Instruments manufactured by Vintage have been used by notable rock, heavy metal and country musicians, including Scott Sharrard, Fred Mollin, Billy Sherwood, John Payne, Dave Colwell, Peter Baltes and Nick Kane. Paul Brett worked as a guitar designer for Vintage. The brand has collaborated with Joe Doe Guitars. Vintage has designed signature model guitars for Thomas Blug, Jerry Donahue, Tony Butler and Midge Ure.

In 2020, due to the brand's 25th anniversary, the "25th Anniversary Series" of V75, V6H and V100, which are considered Vintage's best-selling models, were released, limited to 100 pieces each. In 2022, then owner JHS gifted a Vintage acoustic-electric guitar to a homeless Malvern Link busker who had his Yamaha guitar stolen.

The Vintage brand was owned by UK musical instrument distributors John Hornby Skewes and Co. Ltd. (also known as JHS.) But after the company announced it was closing in 2025, they began a search for a new owner for Vintage.
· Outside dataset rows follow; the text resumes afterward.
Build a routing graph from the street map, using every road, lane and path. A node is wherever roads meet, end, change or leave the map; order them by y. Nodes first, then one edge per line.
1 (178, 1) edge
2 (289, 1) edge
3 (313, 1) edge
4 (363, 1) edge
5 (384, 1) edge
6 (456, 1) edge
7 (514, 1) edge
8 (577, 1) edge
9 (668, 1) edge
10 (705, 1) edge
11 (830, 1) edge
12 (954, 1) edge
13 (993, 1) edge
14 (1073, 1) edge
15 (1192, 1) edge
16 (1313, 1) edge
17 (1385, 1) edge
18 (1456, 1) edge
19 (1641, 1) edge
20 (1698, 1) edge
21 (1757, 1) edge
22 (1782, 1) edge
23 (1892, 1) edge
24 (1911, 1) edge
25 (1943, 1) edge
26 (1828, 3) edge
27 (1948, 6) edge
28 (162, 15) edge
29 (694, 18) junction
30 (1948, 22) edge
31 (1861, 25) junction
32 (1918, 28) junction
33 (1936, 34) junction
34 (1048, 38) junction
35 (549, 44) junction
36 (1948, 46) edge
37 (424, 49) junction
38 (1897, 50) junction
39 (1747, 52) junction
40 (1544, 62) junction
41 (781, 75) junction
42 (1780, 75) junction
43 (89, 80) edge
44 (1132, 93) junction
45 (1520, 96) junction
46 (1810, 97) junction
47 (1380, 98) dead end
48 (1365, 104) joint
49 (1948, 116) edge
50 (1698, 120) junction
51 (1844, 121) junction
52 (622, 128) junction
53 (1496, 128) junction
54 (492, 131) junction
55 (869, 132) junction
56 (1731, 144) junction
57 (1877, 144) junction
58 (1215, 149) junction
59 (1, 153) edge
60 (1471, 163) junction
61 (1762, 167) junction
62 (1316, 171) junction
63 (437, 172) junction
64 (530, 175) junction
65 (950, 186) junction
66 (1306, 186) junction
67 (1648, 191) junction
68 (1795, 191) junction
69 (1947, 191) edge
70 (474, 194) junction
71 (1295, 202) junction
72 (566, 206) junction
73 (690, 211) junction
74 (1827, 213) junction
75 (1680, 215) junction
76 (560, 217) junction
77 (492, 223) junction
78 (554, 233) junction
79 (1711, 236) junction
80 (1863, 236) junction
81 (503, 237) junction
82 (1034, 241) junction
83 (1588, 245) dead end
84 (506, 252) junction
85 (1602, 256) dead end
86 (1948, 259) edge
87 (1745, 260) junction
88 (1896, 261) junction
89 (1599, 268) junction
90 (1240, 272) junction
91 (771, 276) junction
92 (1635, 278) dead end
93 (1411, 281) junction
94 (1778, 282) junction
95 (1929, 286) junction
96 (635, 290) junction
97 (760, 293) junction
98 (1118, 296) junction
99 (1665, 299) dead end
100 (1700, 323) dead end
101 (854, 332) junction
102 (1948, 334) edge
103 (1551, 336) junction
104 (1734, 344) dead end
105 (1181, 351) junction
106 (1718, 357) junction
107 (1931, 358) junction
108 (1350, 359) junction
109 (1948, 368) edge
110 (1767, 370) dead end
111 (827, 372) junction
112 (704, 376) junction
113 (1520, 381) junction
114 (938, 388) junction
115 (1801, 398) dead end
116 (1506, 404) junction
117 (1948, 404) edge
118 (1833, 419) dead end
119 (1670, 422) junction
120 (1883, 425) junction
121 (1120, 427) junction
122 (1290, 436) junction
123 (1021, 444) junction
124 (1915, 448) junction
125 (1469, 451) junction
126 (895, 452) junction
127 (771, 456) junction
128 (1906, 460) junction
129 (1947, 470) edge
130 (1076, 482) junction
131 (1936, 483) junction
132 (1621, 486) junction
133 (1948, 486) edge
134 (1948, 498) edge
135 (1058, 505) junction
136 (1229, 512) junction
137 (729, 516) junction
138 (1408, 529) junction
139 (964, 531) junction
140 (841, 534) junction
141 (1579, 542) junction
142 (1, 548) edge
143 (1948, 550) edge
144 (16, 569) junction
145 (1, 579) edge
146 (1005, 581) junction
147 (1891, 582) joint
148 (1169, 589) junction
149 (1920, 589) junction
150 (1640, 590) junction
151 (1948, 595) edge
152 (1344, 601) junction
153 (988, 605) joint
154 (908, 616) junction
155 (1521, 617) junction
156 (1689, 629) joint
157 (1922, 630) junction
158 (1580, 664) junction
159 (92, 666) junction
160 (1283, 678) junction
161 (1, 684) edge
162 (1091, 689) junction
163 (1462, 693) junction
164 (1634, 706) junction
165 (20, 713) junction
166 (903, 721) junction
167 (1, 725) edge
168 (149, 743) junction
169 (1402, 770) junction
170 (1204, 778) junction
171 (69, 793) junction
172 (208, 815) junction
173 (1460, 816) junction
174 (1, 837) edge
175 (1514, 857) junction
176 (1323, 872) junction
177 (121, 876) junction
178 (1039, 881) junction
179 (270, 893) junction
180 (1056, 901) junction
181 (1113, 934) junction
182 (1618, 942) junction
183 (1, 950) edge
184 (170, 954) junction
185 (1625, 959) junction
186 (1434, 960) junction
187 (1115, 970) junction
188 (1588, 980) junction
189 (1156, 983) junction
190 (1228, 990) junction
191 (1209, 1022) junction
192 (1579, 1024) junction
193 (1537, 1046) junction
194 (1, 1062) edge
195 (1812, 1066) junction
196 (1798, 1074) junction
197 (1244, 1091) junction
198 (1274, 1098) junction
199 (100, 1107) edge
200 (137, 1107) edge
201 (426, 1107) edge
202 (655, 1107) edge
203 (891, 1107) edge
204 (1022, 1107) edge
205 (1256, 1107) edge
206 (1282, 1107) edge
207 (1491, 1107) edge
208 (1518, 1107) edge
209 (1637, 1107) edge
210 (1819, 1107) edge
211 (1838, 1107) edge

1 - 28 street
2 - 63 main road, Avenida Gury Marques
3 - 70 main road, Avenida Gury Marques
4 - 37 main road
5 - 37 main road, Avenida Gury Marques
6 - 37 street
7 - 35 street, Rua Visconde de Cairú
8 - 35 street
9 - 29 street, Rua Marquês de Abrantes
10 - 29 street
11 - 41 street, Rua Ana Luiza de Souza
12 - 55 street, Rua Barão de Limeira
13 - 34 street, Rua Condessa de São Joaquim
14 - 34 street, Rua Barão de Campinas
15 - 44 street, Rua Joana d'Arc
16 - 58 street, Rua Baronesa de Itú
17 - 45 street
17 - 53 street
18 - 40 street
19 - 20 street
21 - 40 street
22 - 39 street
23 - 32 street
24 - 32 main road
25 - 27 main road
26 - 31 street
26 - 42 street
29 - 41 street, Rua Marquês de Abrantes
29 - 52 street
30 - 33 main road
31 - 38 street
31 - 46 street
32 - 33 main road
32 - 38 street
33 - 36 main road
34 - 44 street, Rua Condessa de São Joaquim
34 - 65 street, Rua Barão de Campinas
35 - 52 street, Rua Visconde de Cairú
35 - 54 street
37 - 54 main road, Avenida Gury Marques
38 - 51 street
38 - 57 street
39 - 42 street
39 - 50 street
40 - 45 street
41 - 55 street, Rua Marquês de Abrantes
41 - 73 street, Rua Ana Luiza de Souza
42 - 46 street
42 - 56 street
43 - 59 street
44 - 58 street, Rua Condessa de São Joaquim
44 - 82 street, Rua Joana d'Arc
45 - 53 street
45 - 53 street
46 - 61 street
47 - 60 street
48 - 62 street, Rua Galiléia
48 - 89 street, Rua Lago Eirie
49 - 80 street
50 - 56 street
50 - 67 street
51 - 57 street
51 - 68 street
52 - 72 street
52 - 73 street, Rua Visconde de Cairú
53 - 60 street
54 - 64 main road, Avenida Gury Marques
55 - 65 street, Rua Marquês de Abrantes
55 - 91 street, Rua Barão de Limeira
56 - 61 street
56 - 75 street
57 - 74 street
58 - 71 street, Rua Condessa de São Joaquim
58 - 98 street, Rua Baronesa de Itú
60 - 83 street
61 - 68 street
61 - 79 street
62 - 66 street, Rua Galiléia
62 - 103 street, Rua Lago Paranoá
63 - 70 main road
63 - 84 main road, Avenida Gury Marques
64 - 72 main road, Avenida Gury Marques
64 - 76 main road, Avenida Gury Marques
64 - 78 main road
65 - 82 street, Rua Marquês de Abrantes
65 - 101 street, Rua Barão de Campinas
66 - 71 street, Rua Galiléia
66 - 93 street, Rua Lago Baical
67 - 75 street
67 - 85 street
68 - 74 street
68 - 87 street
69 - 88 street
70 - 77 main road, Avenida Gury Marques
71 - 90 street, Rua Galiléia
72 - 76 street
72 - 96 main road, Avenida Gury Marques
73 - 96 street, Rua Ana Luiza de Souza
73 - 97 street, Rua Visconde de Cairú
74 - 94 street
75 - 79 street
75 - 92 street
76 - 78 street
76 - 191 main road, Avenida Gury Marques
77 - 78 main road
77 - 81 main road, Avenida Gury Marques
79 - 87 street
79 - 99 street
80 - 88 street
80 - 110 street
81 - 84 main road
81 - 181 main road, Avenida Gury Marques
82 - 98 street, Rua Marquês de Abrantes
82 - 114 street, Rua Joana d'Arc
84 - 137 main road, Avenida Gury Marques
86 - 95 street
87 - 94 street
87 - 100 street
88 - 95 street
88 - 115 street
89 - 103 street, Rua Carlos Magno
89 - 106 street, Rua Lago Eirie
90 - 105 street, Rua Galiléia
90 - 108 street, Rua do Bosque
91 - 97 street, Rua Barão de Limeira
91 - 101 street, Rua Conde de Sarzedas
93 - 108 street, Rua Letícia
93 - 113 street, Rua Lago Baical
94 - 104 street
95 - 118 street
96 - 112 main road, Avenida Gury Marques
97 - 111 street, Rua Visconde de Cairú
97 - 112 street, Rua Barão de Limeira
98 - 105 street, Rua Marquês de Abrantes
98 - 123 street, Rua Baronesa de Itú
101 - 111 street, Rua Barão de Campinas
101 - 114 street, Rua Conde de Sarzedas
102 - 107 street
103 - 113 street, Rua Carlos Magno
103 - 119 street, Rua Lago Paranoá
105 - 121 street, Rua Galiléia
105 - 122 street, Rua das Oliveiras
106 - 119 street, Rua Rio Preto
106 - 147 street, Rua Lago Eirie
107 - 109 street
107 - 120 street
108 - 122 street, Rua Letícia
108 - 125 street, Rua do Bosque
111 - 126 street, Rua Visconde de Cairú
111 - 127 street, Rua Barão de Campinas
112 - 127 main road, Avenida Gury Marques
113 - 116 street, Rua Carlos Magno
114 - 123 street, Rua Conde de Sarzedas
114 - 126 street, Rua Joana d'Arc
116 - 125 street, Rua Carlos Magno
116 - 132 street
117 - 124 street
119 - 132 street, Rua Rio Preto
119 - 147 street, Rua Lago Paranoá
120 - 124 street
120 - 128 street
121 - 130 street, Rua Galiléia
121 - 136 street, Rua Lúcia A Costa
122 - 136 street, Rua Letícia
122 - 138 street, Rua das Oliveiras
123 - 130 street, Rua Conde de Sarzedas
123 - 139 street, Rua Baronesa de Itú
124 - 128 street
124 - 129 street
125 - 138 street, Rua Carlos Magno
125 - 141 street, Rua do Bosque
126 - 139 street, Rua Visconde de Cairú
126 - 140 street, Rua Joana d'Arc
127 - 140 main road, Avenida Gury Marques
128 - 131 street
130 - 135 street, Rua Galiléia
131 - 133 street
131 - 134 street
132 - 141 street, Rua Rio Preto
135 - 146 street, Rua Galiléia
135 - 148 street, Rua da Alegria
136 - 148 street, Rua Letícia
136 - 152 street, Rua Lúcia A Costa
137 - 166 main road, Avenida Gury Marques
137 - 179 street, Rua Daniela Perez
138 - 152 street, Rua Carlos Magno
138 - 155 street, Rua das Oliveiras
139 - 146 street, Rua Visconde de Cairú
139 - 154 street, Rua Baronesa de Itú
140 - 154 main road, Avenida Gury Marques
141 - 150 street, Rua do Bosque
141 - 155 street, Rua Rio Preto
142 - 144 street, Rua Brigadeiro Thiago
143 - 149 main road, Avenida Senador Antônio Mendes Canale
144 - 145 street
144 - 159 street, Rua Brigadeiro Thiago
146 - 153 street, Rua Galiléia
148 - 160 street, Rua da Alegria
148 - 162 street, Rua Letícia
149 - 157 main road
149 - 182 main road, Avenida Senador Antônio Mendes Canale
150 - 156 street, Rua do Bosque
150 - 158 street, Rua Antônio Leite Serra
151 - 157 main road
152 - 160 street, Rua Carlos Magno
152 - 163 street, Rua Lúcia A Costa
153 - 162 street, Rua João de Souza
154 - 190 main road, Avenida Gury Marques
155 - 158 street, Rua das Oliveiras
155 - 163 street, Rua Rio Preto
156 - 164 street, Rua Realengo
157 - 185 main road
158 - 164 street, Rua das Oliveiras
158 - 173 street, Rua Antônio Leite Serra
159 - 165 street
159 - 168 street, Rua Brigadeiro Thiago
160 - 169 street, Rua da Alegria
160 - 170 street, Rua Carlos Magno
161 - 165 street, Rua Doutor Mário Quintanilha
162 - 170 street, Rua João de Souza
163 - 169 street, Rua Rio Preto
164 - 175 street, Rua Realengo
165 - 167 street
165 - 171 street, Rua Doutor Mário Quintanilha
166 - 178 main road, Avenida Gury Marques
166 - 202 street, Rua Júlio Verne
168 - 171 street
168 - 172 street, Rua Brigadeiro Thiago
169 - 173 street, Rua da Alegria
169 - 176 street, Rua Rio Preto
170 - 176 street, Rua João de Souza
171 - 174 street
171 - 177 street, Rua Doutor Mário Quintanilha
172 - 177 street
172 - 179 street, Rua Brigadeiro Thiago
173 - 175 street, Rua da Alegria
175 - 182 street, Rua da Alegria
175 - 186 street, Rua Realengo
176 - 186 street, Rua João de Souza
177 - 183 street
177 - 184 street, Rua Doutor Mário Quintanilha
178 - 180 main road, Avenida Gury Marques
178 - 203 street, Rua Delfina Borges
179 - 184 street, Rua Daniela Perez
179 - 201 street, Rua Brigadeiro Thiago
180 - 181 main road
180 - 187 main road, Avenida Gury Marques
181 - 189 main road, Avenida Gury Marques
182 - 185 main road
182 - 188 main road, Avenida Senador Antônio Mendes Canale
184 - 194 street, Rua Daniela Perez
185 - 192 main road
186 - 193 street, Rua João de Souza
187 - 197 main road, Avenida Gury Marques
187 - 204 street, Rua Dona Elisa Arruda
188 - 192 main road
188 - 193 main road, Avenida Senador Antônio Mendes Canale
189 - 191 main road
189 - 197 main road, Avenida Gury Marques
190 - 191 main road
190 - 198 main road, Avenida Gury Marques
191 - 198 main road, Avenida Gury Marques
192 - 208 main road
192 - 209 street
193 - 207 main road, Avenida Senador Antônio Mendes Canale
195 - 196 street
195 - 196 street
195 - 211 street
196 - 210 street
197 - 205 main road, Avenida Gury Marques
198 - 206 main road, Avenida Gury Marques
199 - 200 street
It was announced in September 2026 that German music products distributor Musik Wein GmbH would take over the ownership and distribution rights of the brand.

== Reception ==
Matt McCracken of Guitar.com noted that "Vintage made its name mixing homegrown design ingenuity with overseas manufacturing to deliver impressive value for money." Dave Burrluck of MusicRadar in his review of Vintage VSA500 (based on Gibson ES-335) acknowledged the brand's "copy-cat status", but concluded that "the guitars might be slight in price but [...] they are far from generic guitar-shaped objects. For the asking price this semi is excellent as is and maybe with a few personalised tweaks could become a serious keeper."